Provided information:
============

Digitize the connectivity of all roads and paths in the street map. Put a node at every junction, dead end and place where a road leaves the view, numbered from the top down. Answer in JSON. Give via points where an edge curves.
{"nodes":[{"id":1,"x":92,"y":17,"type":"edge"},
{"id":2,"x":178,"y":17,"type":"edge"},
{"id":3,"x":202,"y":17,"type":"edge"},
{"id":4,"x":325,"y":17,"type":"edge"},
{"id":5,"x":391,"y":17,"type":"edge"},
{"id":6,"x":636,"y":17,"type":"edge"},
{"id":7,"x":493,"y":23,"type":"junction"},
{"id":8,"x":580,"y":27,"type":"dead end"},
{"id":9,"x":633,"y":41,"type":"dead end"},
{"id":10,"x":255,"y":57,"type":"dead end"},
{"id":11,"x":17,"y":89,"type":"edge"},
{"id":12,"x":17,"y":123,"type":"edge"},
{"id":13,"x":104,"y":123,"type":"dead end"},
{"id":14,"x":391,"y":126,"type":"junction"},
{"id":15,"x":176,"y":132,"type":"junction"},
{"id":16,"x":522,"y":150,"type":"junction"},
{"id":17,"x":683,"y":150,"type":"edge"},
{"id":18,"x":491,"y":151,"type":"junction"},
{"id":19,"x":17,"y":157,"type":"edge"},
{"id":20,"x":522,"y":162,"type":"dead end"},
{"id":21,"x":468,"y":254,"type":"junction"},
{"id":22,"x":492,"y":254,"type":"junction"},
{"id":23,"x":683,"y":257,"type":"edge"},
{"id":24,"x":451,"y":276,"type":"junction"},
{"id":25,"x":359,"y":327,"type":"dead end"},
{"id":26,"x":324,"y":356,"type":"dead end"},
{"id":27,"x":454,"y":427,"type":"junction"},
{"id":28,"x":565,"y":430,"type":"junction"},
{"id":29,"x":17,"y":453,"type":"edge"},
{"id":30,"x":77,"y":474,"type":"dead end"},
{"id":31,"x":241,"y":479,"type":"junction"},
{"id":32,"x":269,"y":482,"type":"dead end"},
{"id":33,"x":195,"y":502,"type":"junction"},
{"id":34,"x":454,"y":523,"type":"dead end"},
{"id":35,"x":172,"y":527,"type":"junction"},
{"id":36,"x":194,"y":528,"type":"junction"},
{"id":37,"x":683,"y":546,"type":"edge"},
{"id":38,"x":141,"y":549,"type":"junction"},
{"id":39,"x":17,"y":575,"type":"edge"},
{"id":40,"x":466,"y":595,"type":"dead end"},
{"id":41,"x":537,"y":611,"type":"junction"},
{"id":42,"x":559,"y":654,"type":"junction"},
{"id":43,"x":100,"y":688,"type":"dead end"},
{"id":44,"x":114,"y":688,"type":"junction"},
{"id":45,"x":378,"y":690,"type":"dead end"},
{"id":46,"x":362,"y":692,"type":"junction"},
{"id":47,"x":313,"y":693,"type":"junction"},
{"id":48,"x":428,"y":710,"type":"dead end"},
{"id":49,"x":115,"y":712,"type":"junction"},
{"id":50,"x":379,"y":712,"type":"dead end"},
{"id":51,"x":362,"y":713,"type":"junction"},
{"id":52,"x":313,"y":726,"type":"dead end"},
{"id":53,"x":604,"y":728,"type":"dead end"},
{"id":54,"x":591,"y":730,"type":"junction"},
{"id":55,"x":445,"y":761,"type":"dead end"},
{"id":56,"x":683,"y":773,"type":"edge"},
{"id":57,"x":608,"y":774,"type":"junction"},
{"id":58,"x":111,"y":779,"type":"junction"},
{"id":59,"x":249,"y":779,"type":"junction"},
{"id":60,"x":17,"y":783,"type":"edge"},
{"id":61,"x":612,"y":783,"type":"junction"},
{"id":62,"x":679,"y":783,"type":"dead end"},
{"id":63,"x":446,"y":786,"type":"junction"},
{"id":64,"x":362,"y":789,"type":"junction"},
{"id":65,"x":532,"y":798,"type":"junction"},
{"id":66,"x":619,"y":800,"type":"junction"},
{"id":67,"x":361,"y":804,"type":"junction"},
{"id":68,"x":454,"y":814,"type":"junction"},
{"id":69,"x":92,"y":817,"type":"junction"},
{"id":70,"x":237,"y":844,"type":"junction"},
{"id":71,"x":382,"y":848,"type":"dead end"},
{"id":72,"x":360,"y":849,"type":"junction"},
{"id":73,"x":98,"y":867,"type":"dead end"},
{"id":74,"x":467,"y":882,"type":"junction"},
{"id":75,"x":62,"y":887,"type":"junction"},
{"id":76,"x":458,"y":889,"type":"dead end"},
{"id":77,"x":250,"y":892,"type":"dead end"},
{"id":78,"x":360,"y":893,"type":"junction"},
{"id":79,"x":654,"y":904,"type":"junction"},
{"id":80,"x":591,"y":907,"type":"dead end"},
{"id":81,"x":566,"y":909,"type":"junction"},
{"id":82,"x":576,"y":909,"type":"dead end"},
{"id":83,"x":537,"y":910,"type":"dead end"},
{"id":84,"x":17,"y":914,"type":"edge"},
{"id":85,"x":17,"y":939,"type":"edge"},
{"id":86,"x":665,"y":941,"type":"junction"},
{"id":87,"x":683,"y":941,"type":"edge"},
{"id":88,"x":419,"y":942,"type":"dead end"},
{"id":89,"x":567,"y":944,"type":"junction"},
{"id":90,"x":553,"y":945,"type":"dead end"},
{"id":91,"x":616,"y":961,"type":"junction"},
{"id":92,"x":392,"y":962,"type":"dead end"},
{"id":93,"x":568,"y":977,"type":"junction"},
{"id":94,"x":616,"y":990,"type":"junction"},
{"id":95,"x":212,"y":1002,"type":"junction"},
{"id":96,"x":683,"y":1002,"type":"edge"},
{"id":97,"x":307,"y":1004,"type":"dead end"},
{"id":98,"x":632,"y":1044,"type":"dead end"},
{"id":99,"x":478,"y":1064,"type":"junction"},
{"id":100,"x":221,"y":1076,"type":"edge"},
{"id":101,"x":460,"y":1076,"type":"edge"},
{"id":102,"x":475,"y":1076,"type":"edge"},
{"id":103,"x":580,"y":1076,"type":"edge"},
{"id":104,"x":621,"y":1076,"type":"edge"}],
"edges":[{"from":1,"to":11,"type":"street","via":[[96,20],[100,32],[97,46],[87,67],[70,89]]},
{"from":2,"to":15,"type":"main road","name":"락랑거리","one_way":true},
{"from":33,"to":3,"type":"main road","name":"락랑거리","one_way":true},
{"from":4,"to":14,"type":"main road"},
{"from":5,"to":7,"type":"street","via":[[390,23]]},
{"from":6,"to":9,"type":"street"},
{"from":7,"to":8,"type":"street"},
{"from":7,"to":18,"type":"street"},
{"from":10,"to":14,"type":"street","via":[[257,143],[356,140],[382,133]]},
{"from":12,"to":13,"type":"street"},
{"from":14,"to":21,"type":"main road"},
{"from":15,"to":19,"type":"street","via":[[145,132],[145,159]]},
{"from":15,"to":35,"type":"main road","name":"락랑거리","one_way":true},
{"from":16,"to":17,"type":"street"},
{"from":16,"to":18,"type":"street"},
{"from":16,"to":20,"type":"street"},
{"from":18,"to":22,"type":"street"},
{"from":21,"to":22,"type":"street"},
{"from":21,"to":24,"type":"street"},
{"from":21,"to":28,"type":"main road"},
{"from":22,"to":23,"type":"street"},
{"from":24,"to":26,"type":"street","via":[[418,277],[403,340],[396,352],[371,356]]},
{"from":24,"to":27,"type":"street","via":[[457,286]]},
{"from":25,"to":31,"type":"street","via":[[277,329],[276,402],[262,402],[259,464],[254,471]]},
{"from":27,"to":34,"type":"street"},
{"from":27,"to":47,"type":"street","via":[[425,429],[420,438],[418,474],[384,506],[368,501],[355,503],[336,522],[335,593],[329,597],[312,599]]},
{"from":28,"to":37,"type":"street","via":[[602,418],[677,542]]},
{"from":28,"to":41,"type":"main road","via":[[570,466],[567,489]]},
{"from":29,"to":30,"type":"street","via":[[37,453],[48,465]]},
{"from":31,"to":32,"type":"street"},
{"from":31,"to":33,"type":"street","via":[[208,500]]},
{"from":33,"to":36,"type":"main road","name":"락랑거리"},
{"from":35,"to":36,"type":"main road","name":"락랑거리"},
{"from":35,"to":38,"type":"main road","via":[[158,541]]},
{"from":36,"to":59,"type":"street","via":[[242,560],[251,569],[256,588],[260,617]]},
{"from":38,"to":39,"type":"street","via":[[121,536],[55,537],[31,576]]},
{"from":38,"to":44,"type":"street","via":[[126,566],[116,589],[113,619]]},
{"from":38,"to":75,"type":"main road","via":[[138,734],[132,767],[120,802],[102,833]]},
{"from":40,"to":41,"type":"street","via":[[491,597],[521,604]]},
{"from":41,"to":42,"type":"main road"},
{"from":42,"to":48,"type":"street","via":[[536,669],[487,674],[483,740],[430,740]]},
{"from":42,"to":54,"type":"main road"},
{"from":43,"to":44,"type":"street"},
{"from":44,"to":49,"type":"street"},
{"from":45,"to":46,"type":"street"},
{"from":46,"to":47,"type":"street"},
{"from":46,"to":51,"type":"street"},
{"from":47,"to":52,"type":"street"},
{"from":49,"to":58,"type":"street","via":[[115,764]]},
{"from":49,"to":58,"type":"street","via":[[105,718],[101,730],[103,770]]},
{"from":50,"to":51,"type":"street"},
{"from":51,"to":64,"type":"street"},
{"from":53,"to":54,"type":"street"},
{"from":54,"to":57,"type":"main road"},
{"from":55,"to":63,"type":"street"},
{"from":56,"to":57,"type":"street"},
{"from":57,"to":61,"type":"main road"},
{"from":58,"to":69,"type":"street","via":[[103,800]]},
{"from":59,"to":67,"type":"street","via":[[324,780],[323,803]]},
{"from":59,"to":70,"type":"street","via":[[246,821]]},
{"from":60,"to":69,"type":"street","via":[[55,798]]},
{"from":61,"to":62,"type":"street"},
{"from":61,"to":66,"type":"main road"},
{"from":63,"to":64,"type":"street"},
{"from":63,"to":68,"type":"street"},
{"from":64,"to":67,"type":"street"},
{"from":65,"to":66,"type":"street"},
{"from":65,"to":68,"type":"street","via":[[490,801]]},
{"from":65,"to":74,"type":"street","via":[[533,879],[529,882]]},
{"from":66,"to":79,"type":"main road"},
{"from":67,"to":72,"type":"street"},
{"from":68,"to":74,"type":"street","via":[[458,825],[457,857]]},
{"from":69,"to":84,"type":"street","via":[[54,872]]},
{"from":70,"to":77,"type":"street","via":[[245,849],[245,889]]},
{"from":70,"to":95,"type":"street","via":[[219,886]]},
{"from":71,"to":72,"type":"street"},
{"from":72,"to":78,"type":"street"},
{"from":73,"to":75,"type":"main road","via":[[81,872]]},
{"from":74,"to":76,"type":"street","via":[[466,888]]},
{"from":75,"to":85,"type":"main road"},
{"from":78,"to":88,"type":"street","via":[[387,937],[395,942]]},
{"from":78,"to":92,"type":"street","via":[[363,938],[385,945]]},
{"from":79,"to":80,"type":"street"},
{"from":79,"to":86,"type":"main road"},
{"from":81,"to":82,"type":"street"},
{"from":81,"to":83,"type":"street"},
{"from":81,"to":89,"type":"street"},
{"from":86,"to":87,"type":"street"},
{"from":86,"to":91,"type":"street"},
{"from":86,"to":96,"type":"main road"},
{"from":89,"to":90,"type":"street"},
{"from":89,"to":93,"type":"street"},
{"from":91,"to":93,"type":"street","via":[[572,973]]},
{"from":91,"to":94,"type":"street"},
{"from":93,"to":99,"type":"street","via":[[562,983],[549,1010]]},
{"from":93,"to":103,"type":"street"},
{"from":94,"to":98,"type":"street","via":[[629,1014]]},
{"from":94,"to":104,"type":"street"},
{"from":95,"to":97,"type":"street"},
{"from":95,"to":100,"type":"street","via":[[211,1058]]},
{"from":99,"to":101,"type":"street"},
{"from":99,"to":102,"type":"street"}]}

============

Exercise objective: Where does the word "락랑거리" appear in the material above? Copy every line that holds it.

Completed exercise:
{"from":2,"to":15,"type":"main road","name":"락랑거리","one_way":true},
{"from":33,"to":3,"type":"main road","name":"락랑거리","one_way":true},
{"from":15,"to":35,"type":"main road","name":"락랑거리","one_way":true},
{"from":33,"to":36,"type":"main road","name":"락랑거리"},
{"from":35,"to":36,"type":"main road","name":"락랑거리"},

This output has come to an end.